The first A-17 (S/N 35-51) was initially built as a company demonstrator with the designation Northrop Gamma 2F. The 2F was an improved version of the Northrop Gamma 2C. The 2C was also a company-funded demonstrator aircraft that was later modified, purchased by the Air Corps and redesignated YA-13.
The YA-13 was initially fitted with a 710-hp radial engine, but proved to be under-powered during flight testing. The aircraft was refitted with a 950-hp radial engine and re-designated YA-16, but was over-powered with the new engine. The Gamma 2F (a different, but similar airplane) had a 750-hp radial engine that proved satisfactory. After initial prototype testing, the Gamma 2F was returned to Northrop for some modifications.
The Air Corps purchased the aircraft after the modifications were complete and designated it A-17. An order for 110 aircraft was placed in the spring of 1935. The modified Gamma 2F was delivered as the first A-17 in the summer of 1935 with the initial production aircraft arriving in December of that year.
The remaining 109 production aircraft had the modifications done to the first aircraft on the assembly line. The most notable change was the addition of three dive brakes located on the lower trailing edge of the wing. The dive brakes reduced aircraft speed during steep dive bombing attacks and were perforated to reduce buffeting and unwanted lift. The A-17 was also fitted with partial wheel spats -- aerodynamic covers for the landing gear. Throughout the late 1920s and early 1930s fixed landing gear aircraft sometimes had full wheel spats (or pants) fitted. Invariably the outer half of these covers would be removed in the field. This made maintenance much easier -- changing tires, cleaning mud and debris and strut servicing.

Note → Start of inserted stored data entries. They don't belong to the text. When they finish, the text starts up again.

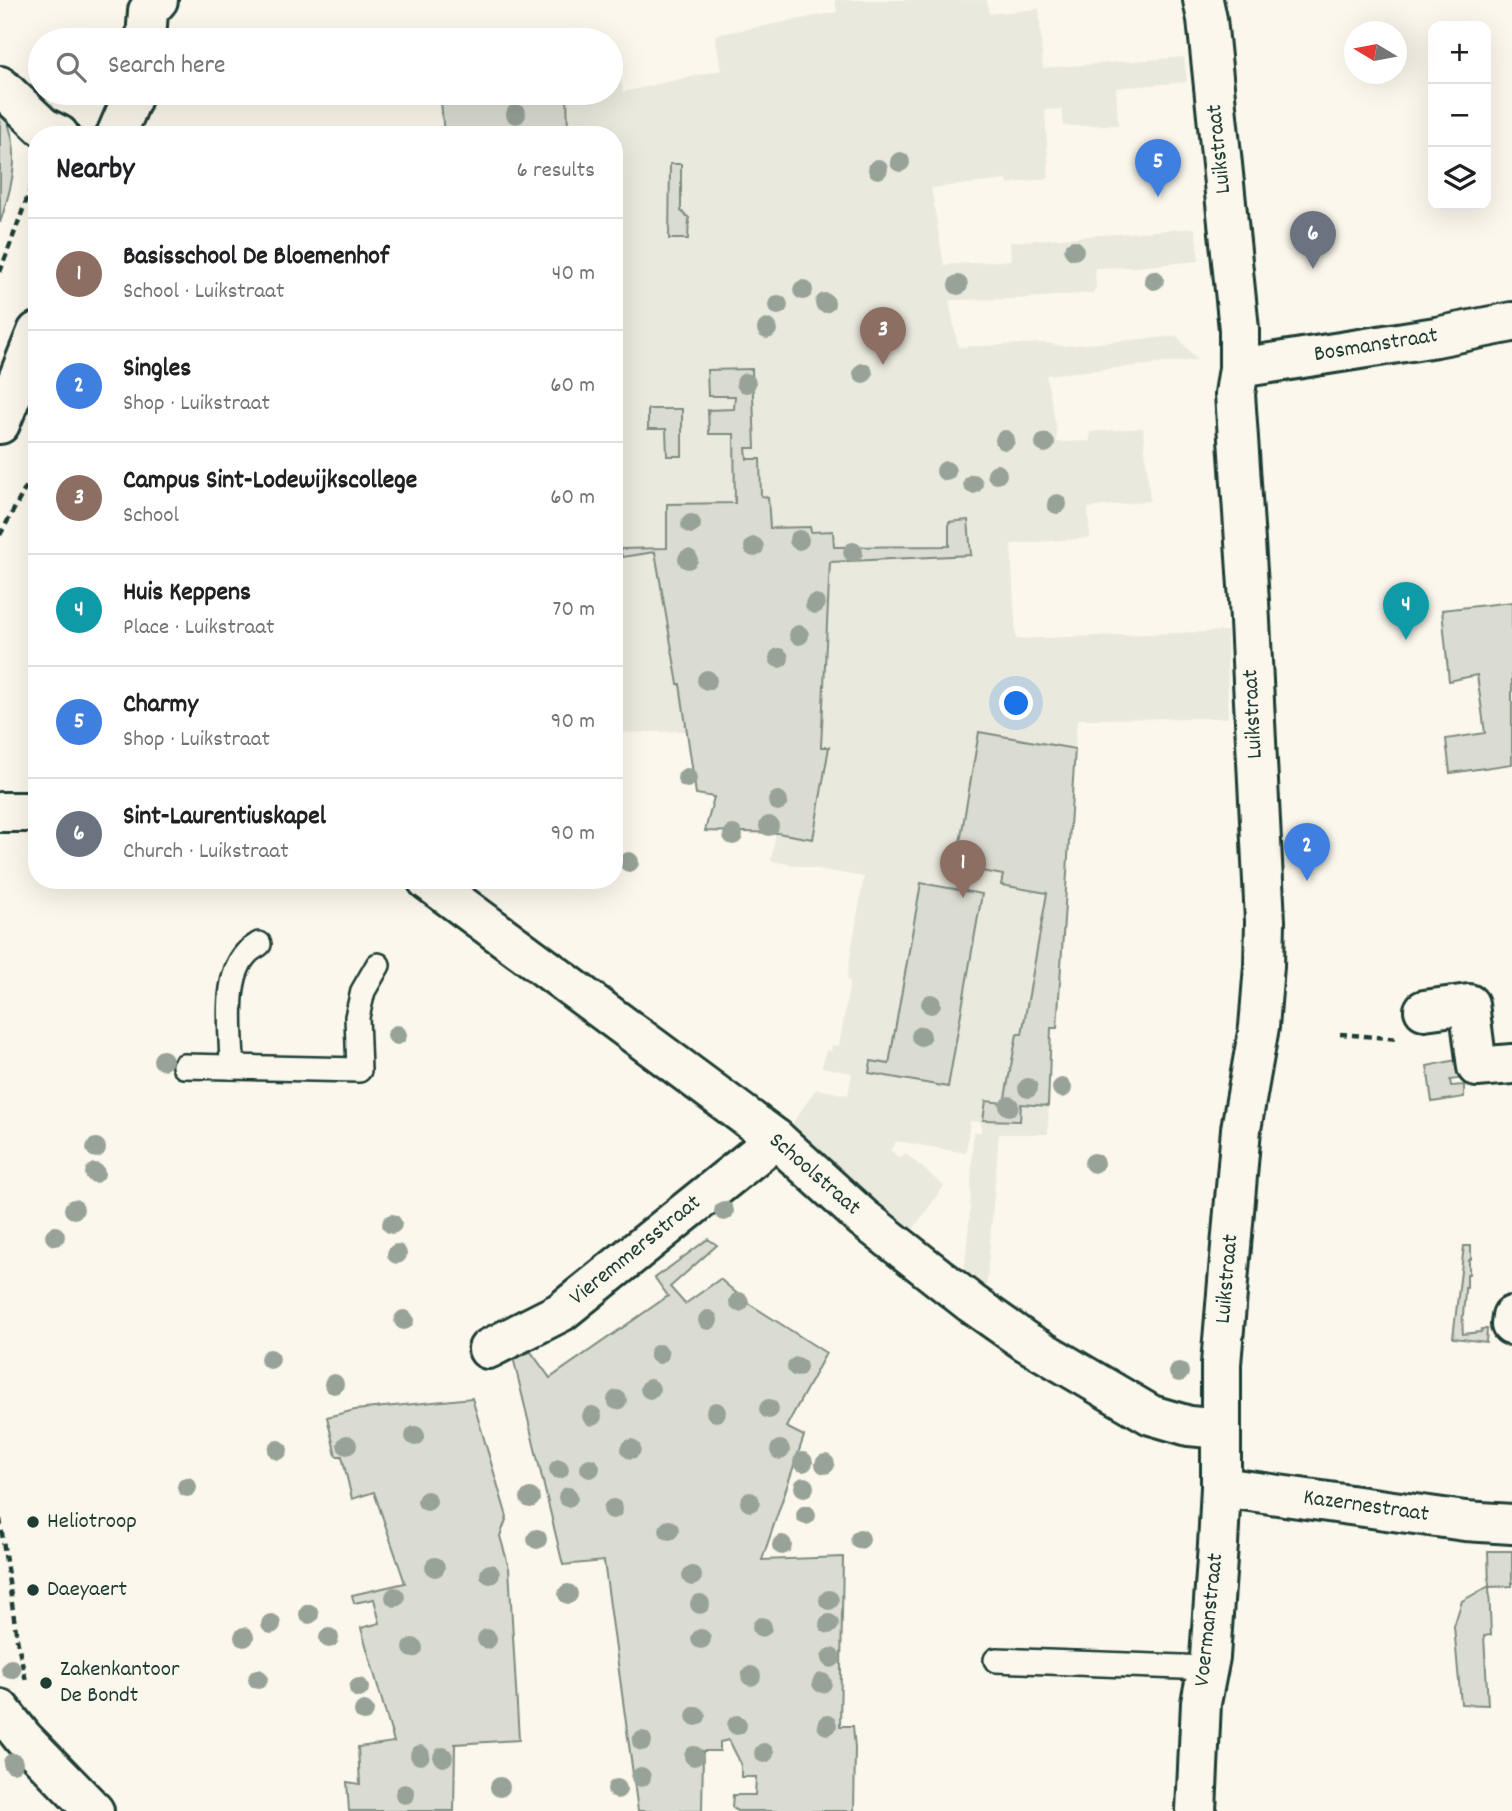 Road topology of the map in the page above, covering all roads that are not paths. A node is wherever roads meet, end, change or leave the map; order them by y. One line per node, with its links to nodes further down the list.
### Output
1 (1203, 0): 8 (street, Luikstraat)
2 (0, 86): 4 (street)
3 (129, 105): 5 (street)
4 (42, 126)
5 (120, 126)
6 (1512, 322): 8 (street, Bosmanstraat)
7 (28, 354): 9 (street)
8 (1239, 368): 21 (street, Luikstraat)
9 (0, 424)
10 (0, 812): 11 (street)
11 (28, 812)
12 (429, 889): 19 (street, Schoolstraat)
13 (259, 944): 18 (lane)
14 (378, 965): 18 (lane)
15 (1424, 1010): 16 (street)
16 (1512, 1064)
17 (184, 1066): 18 (lane)
18 (232, 1067)
19 (776, 1139): 20 (street, Vieremmersstraat); 21 (street, Schoolstraat)
20 (488, 1349)
21 (1221, 1429): 22 (street, Voermanstraat)
22 (1221, 1487): 23 (street, Kazernestraat); 25 (street, Voermanstraat)
23 (1512, 1524)
24 (996, 1660): 25 (lane)
25 (1208, 1668): 28 (street, Voermanstraat)
26 (13, 1697): 27 (street)
27 (93, 1811)
28 (1196, 1811) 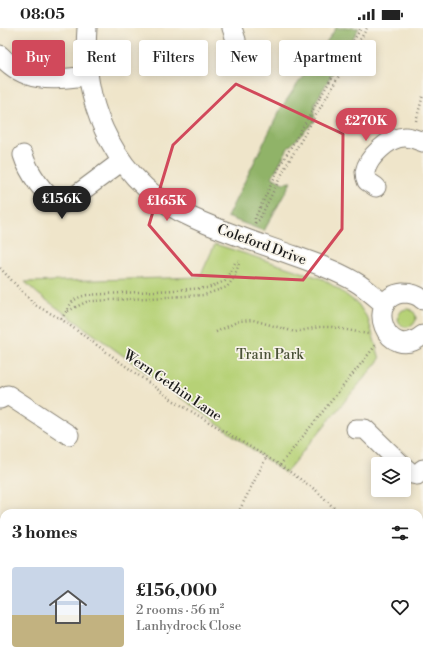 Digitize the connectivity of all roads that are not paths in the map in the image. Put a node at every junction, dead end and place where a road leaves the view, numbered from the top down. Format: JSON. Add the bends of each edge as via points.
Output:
{"nodes":[{"id":1,"x":87,"y":28,"type":"edge"},
{"id":2,"x":87,"y":40,"type":"edge"},
{"id":3,"x":0,"y":54,"type":"edge"},
{"id":4,"x":87,"y":76,"type":"joint"},
{"id":5,"x":423,"y":142,"type":"edge"},
{"id":6,"x":23,"y":155,"type":"dead end"},
{"id":7,"x":122,"y":161,"type":"junction"},
{"id":8,"x":376,"y":187,"type":"dead end"},
{"id":9,"x":422,"y":298,"type":"edge"},
{"id":10,"x":385,"y":304,"type":"junction"},
{"id":11,"x":423,"y":335,"type":"edge"},
{"id":12,"x":0,"y":399,"type":"edge"},
{"id":13,"x":356,"y":429,"type":"dead end"},
{"id":14,"x":69,"y":435,"type":"dead end"},
{"id":15,"x":394,"y":457,"type":"edge"},
{"id":16,"x":423,"y":469,"type":"edge"},
{"id":17,"x":411,"y":473,"type":"edge"}],
"edges":[{"from":1,"to":2,"type":"street","name":"Coleford Drive"},
{"from":3,"to":4,"type":"street","via":[[14,69],[29,76],[58,80]]},
{"from":4,"to":7,"type":"street","name":"Coleford Drive","via":[[104,130]]},
{"from":5,"to":8,"type":"street","via":[[404,137],[382,148],[371,159],[365,173],[367,181]]},
{"from":6,"to":7,"type":"street","via":[[27,169],[53,201],[61,204]]},
{"from":7,"to":10,"type":"street","name":"Coleford Drive","via":[[133,175],[164,202],[192,218],[326,267],[354,281]]},
{"from":9,"to":10,"type":"street","via":[[413,294],[398,294]]},
{"from":10,"to":11,"type":"street","via":[[381,321],[393,339],[410,342]]},
{"from":12,"to":14,"type":"street","via":[[8,395]]},
{"from":13,"to":15,"type":"street","via":[[365,429]]},
{"from":16,"to":17,"type":"street","via":[[417,475]]}]} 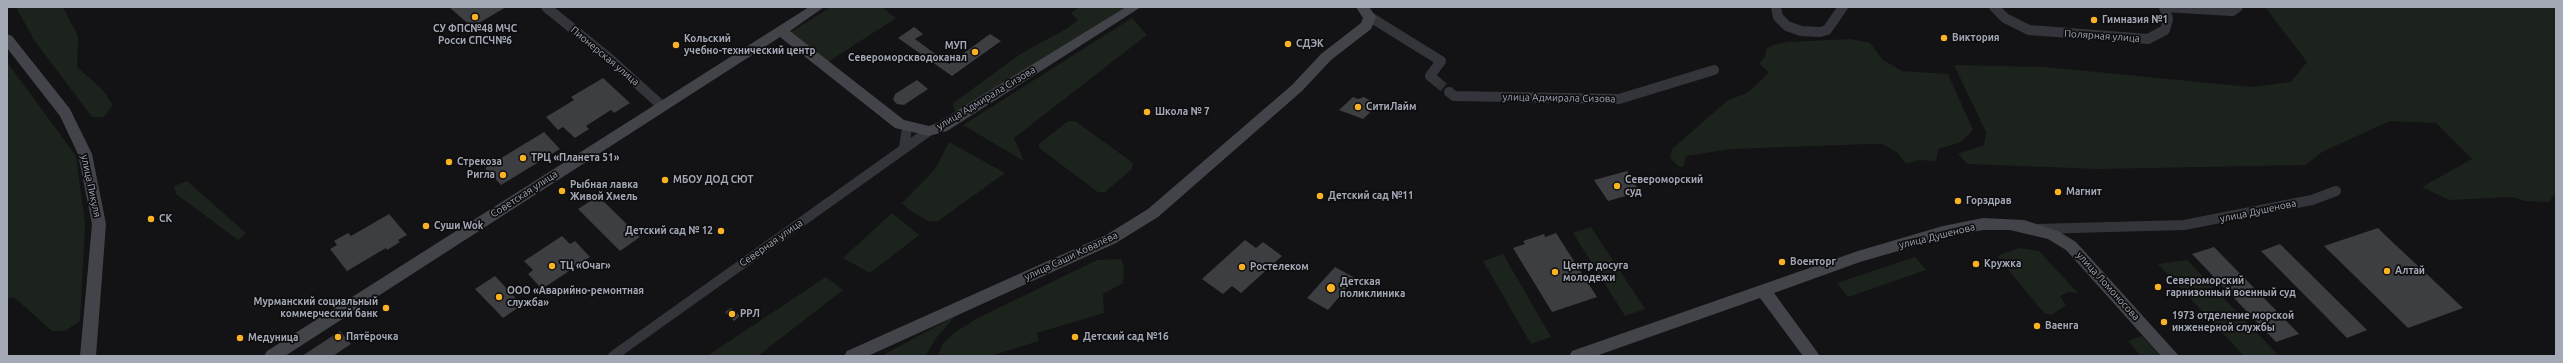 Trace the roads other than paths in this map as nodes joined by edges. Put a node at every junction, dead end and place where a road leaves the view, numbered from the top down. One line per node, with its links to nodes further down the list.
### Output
1 (546, 7): 14 (street, Пионерская улица)
2 (818, 7): 9 (street, Советская улица)
3 (1135, 7): 16 (street, улица Адмирала Сизова)
4 (1776, 7): 5 (street)
5 (1843, 7)
6 (1994, 7): 7 (street, Полярная улица)
7 (2238, 7)
8 (1366, 12): 12 (street); 24 (street, улица Саши Ковалёва)
9 (781, 31): 14 (street, Советская улица); 15 (street, улица Адмирала Сизова)
10 (7, 39): 21 (street, улица Пикуля)
11 (1714, 70): 13 (street, улица Адмирала Сизова)
12 (1436, 81)
13 (1449, 92)
14 (662, 106): 22 (street, Советская улица)
15 (907, 128): 16 (street, улица Адмирала Сизова); 17 (street)
16 (929, 131): 17 (street, Северная улица)
17 (904, 148): 23 (street, Северная улица)
18 (2336, 191): 19 (street, улица Душенова)
19 (2035, 229): 20 (street, улица Душенова); 27 (street, улица Ломоносова)
20 (1763, 290): 25 (street, улица Душенова); 26 (street)
21 (88, 356)
22 (272, 356)
23 (613, 356)
24 (852, 356)
25 (1577, 356)
26 (1812, 356)
27 (2171, 356) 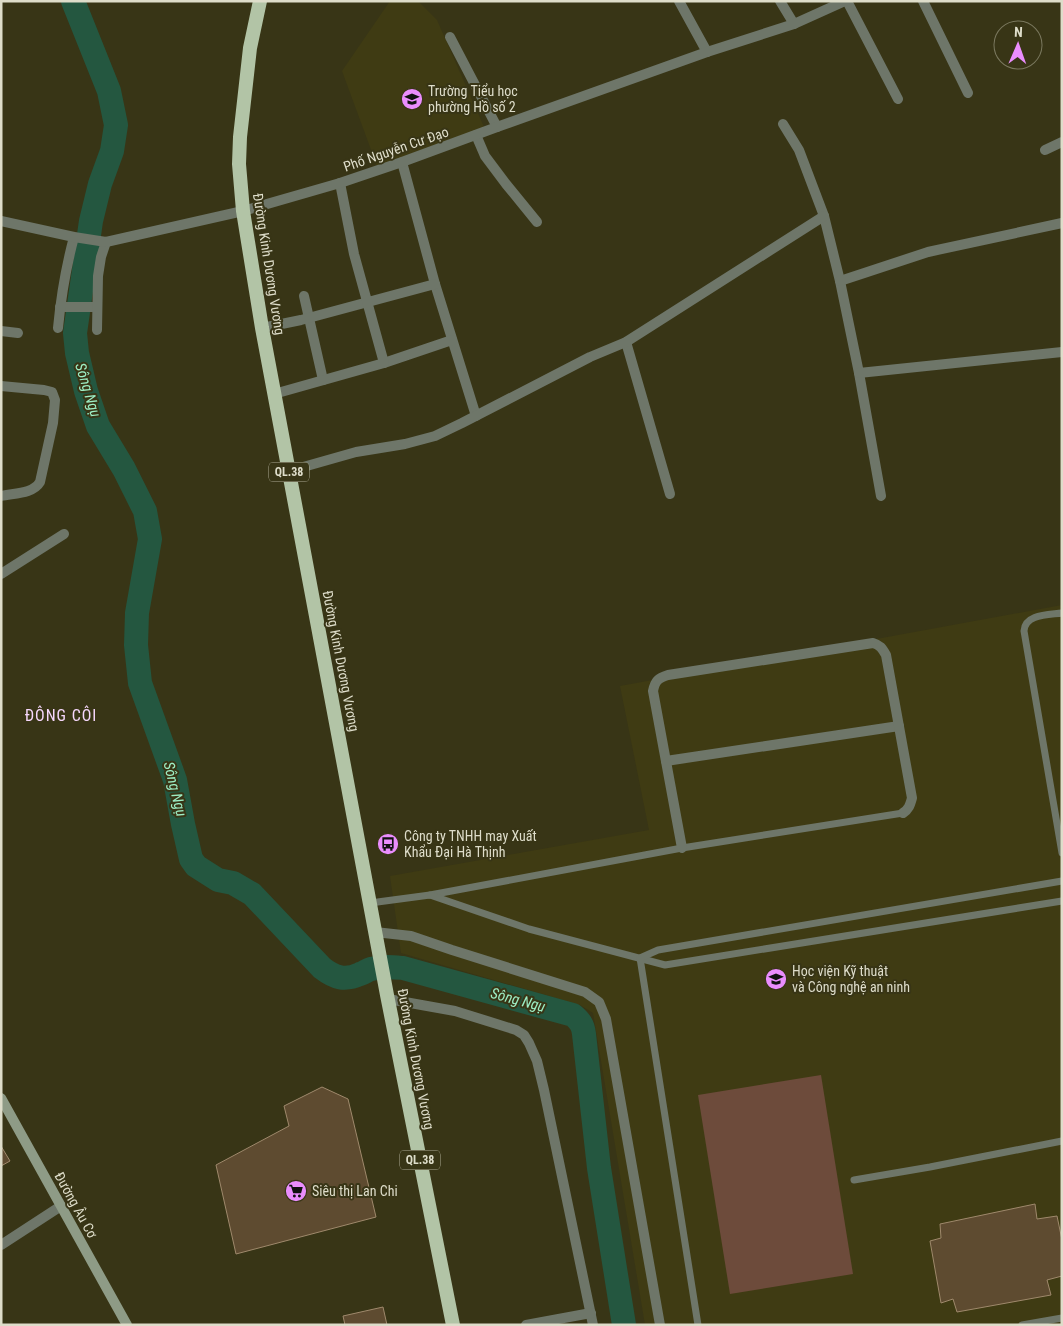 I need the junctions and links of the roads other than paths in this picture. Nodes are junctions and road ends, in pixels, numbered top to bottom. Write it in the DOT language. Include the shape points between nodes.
graph roads {
  1 [pos="260,1"];
  2 [pos="679,1"];
  3 [pos="780,1"];
  4 [pos="846,1"];
  5 [pos="923,1"];
  6 [pos="794,24"];
  7 [pos="450,38"];
  8 [pos="707,52"];
  9 [pos="968,93"];
  10 [pos="898,99"];
  11 [pos="783,124"];
  12 [pos="497,127"];
  13 [pos="476,136"];
  14 [pos="1062,142"];
  15 [pos="1045,150"];
  16 [pos="402,162"];
  17 [pos="340,183"];
  18 [pos="243,211"];
  19 [pos="824,216"];
  20 [pos="1,221"];
  21 [pos="537,222"];
  22 [pos="1062,224"];
  23 [pos="74,237"];
  24 [pos="106,242"];
  25 [pos="840,281"];
  26 [pos="435,284"];
  27 [pos="304,296"];
  28 [pos="368,302"];
  29 [pos="60,307"];
  30 [pos="97,307"];
  31 [pos="309,318"];
  32 [pos="58,328"];
  33 [pos="262,328"];
  34 [pos="97,330"];
  35 [pos="1,332"];
  36 [pos="18,333"];
  37 [pos="452,340"];
  38 [pos="626,342"];
  39 [pos="1062,352"];
  40 [pos="384,363"];
  41 [pos="859,374"];
  42 [pos="323,380"];
  43 [pos="1,386"];
  44 [pos="274,394"];
  45 [pos="476,416"];
  46 [pos="289,471"];
  47 [pos="670,494"];
  48 [pos="1,496"];
  49 [pos="881,496"];
  50 [pos="64,534"];
  51 [pos="1,574"];
  52 [pos="1062,613"];
  53 [pos="898,726"];
  54 [pos="666,762"];
  55 [pos="903,813"];
  56 [pos="682,848"];
  57 [pos="1062,853"];
  58 [pos="1062,881"];
  59 [pos="430,895"];
  60 [pos="1062,901"];
  61 [pos="370,903"];
  62 [pos="376,936"];
  63 [pos="640,958"];
  64 [pos="387,997"];
  65 [pos="1,1098"];
  66 [pos="1062,1141"];
  67 [pos="854,1180"];
  68 [pos="61,1206"];
  69 [pos="1,1245"];
  70 [pos="591,1313"];
  71 [pos="1062,1318"];
  72 [pos="127,1325"];
  73 [pos="453,1325"];
  74 [pos="526,1325"];
  75 [pos="593,1325"];
  76 [pos="660,1325"];
  77 [pos="698,1325"];
  78 [pos="1022,1325"];
  1 -- 18 [label="highway, Đường Kinh Dương Vương / QL.38" via="250,48 240,137"];
  2 -- 8 [label="street"];
  3 -- 6 [label="street"];
  4 -- 6 [label="street, Phố Nguyễn Cư Đạo"];
  4 -- 10 [label="street"];
  5 -- 9 [label="street"];
  6 -- 8 [label="street, Phố Nguyễn Cư Đạo"];
  7 -- 12 [label="street"];
  8 -- 12 [label="street, Phố Nguyễn Cư Đạo"];
  11 -- 19 [label="street" via="799,150"];
  12 -- 13 [label="street, Phố Nguyễn Cư Đạo"];
  13 -- 16 [label="street, Phố Nguyễn Cư Đạo"];
  13 -- 21 [label="street" via="490,163"];
  14 -- 15 [label="street"];
  16 -- 17 [label="street, Phố Nguyễn Cư Đạo"];
  16 -- 26 [label="street"];
  17 -- 18 [label="street, Phố Nguyễn Cư Đạo"];
  17 -- 28 [label="street" via="354,254"];
  18 -- 24 [label="street, Phố Nguyễn Cư Đạo"];
  18 -- 33 [label="highway, Đường Kinh Dương Vương / QL.38"];
  19 -- 25 [label="street"];
  19 -- 38 [label="street"];
  20 -- 23 [label="street, Phố Nguyễn Cư Đạo"];
  22 -- 25 [label="street" via="928,252"];
  23 -- 24 [label="street, Phố Nguyễn Cư Đạo"];
  23 -- 29 [label="street"];
  24 -- 30 [label="street" via="100,257"];
  25 -- 41 [label="street"];
  26 -- 28 [label="street"];
  26 -- 37 [label="street"];
  27 -- 31 [label="street"];
  28 -- 31 [label="street"];
  28 -- 40 [label="street"];
  29 -- 30 [label="street"];
  29 -- 32 [label="street"];
  30 -- 34 [label="street"];
  31 -- 33 [label="street"];
  31 -- 42 [label="street"];
  33 -- 44 [label="highway, Đường Kinh Dương Vương / QL.38"];
  35 -- 36 [label="street"];
  37 -- 40 [label="street"];
  37 -- 45 [label="street"];
  38 -- 45 [label="street"];
  38 -- 47 [label="street"];
  39 -- 41 [label="street"];
  40 -- 42 [label="street"];
  41 -- 49 [label="street"];
  42 -- 44 [label="street"];
  43 -- 48 [label="street" via="52,392 55,400 40,482 30,490"];
  44 -- 46 [label="highway, Đường Kinh Dương Vương / QL.38"];
  45 -- 46 [label="street" via="435,436 356,452"];
  46 -- 61 [label="highway, Đường Kinh Dương Vương / QL.38"];
  50 -- 51 [label="street"];
  52 -- 57 [label="lane" via="1032,618 1024,625"];
  53 -- 54 [label="street"];
  53 -- 54 [label="street" via="886,655 883,648 872,643 660,677 653,691"];
  53 -- 55 [label="street" via="912,798"];
  54 -- 56 [label="street"];
  55 -- 56 [label="lane"];
  56 -- 59 [label="lane"];
  58 -- 63 [label="lane" via="658,950"];
  59 -- 61 [label="lane"];
  59 -- 63 [label="lane" via="529,929"];
  60 -- 63 [label="lane" via="666,965"];
  61 -- 62 [label="highway, Đường Kinh Dương Vương / QL.38"];
  62 -- 64 [label="highway, Đường Kinh Dương Vương / QL.38"];
  62 -- 76 [label="street" via="411,936 585,992 599,1002 606,1019"];
  63 -- 77 [label="lane"];
  64 -- 70 [label="street" via="502,1025 524,1035 530,1043 544,1090"];
  64 -- 73 [label="highway, Đường Kinh Dương Vương / QL.38"];
  65 -- 68 [label="main road, Đường Âu Cơ"];
  66 -- 67 [label="lane"];
  68 -- 69 [label="street"];
  68 -- 72 [label="main road, Đường Âu Cơ"];
  70 -- 74 [label="street"];
  70 -- 75 [label="street"];
  71 -- 78 [label="lane"];
}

The A-17 was initially tested at Wright Field by the Material Division. Initially, the 3rd and 17th Attack Groups received the A-17. When the improved A-17A was delivered, the A-17 was taken out of first line service and used for secondary duties like staff transport and training.
The A-17 could carry 20 30-pound bombs internally in small fuselage bomb compartments. The aircraft could also carry four 100-pound bombs on external wing racks. The A-17 was also capable of carrying gas canisters on wing pylons.
Although the A-17 formed the major part of the Air Corps attack capability in the mid- to late-1930s, none were ever used in combat. The improved A-17A replaced the A-17 in first line attack units by mid-1938.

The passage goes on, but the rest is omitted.